没什么表情,眼神却深邃得像要把人吸进去。
「怎么了?」她关上门,落锁,发出轻微的「咔哒」声。
他没有回答,只是大步走过来,在她来不及反应时,将她紧紧拥入怀中。力道之大,彷佛要将她揉碎,嵌入骨血。他的脸埋在她的颈窝,呼吸沉重。

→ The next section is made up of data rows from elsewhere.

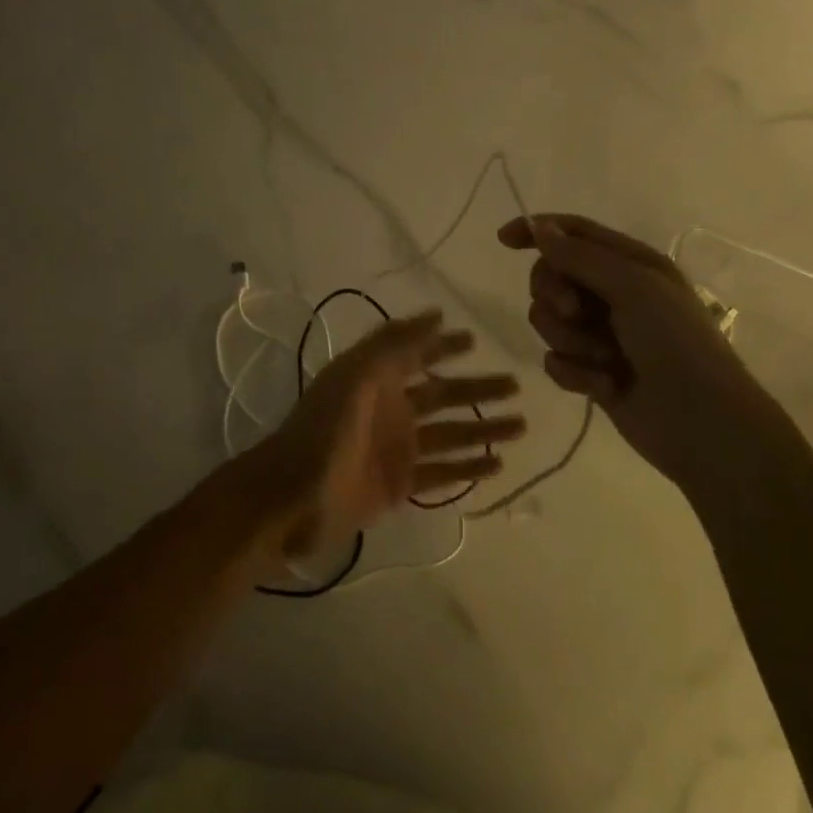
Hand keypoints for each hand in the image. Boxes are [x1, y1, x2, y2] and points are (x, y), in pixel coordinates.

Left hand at [240, 310, 524, 561]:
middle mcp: (391, 410)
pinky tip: (497, 464)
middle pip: (444, 395)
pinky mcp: (401, 485)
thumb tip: (437, 314)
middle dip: (478, 389)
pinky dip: (469, 468)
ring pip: (451, 434)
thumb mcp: (356, 375)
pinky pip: (443, 473)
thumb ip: (395, 344)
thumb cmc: (324, 430)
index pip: (418, 355)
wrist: (292, 497)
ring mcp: (398, 449)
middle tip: (516, 385)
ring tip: (520, 425)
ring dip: (484, 429)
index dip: (444, 346)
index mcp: (377, 380)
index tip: (475, 339)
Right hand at [498, 215, 790, 485]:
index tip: (504, 240)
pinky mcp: (590, 371)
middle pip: (551, 276)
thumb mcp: (632, 287)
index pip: (573, 232)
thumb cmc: (675, 343)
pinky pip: (554, 360)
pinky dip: (574, 372)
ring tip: (604, 359)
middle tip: (576, 312)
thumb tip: (539, 227)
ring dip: (570, 340)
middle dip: (555, 295)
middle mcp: (613, 293)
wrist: (702, 423)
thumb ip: (580, 256)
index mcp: (630, 263)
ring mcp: (600, 334)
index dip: (537, 230)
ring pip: (548, 321)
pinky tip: (603, 386)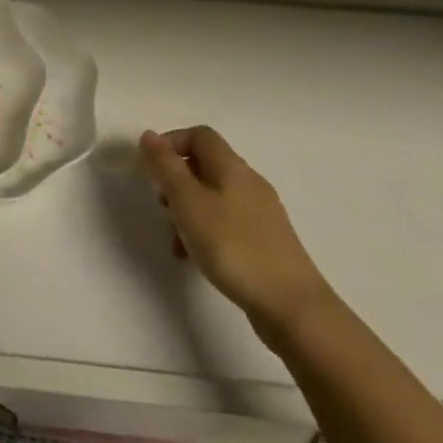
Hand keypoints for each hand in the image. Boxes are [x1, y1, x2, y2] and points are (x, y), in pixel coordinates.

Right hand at [140, 126, 336, 345]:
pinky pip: (227, 224)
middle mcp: (249, 182)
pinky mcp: (266, 242)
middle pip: (206, 165)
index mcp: (232, 167)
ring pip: (214, 197)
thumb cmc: (233, 247)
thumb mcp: (189, 203)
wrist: (293, 307)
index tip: (152, 170)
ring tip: (176, 242)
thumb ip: (166, 167)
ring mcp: (261, 213)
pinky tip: (197, 260)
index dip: (172, 143)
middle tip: (163, 206)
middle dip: (177, 181)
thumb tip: (149, 135)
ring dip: (189, 211)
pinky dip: (207, 232)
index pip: (200, 135)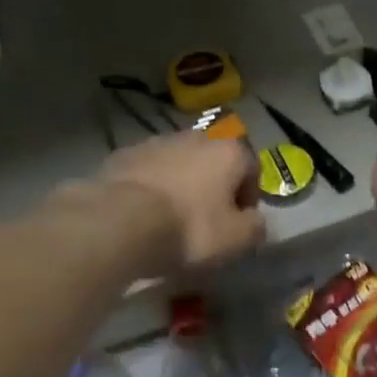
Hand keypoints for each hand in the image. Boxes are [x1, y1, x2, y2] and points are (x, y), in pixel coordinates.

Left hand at [94, 135, 264, 271]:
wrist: (120, 221)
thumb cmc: (189, 228)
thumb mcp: (236, 239)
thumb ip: (255, 227)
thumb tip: (256, 221)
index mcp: (228, 151)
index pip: (251, 168)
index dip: (249, 197)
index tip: (238, 223)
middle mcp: (195, 137)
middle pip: (213, 162)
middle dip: (213, 187)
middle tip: (206, 220)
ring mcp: (156, 142)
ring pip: (179, 164)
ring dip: (181, 184)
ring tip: (171, 217)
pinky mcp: (124, 154)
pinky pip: (148, 171)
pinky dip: (151, 187)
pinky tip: (143, 213)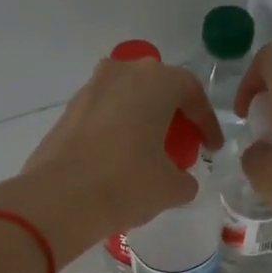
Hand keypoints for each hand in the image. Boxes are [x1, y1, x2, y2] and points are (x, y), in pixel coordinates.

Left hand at [0, 56, 221, 266]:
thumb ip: (186, 179)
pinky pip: (105, 114)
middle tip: (182, 145)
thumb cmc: (126, 184)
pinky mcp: (68, 111)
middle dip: (173, 114)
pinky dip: (118, 130)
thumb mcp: (171, 188)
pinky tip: (120, 160)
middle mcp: (122, 73)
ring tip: (150, 153)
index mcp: (155, 81)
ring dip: (143, 120)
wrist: (58, 200)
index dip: (207, 122)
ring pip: (128, 98)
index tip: (212, 148)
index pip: (192, 92)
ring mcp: (90, 89)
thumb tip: (181, 180)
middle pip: (157, 88)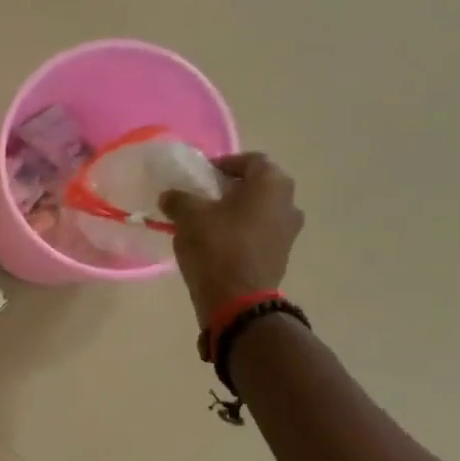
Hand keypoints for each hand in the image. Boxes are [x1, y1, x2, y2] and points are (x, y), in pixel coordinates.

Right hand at [160, 152, 304, 325]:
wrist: (237, 300)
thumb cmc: (217, 248)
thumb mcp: (189, 217)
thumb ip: (179, 199)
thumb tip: (171, 195)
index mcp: (271, 184)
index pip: (250, 160)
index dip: (224, 163)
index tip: (200, 175)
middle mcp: (288, 202)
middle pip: (258, 185)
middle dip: (230, 188)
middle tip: (202, 197)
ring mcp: (288, 230)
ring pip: (259, 210)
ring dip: (236, 211)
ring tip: (207, 222)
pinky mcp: (280, 254)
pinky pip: (259, 232)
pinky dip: (241, 231)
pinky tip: (217, 243)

江舒迟愣了片刻,随即放松下来,手臂环上他的腰。她能感觉到他不平静的心跳,以及身体细微的颤抖。
「发生什么事了?」她轻声问,手指安抚地拍着他的背。
他沉默了很久,久到她以为他不会回答。就在她准备再次开口时,他闷闷的声音传来:
「我爸妈这次回来,是为了商量送我出国的事。」
空气彷佛瞬间凝固。
江舒迟感觉全身的血液都凉了,拍抚他背部的手僵在半空。出国?从未听他提起过。他们一直以来的规划,是申请同一所国内顶尖大学,甚至连专业都大致选定了方向。
「……什么时候的事?」她的声音干涩。
「上周决定的。」他抬起头,双手捧住她的脸,迫使她直视他的眼睛。那里面翻涌着复杂的情绪——愤怒、不甘,还有一丝她从未见过的……脆弱。「他们觉得国内的教育体系不适合我长远发展,希望我去美国,提前适应。」
「你……答应了?」她听到自己的声音在发抖。
「你觉得呢?」他反问,拇指摩挲着她的脸颊,力道有些重,「我怎么可能答应。」
紧绷的神经稍微松懈,但恐慌的种子已经埋下。夏家的决定,从来不是夏哲羽一句「不答应」就能轻易推翻的。他们宠他,纵容他,但在关键问题上,有着不容置疑的掌控力。就像当年,她父母决定将她送到夏家,她也没有说「不」的权利。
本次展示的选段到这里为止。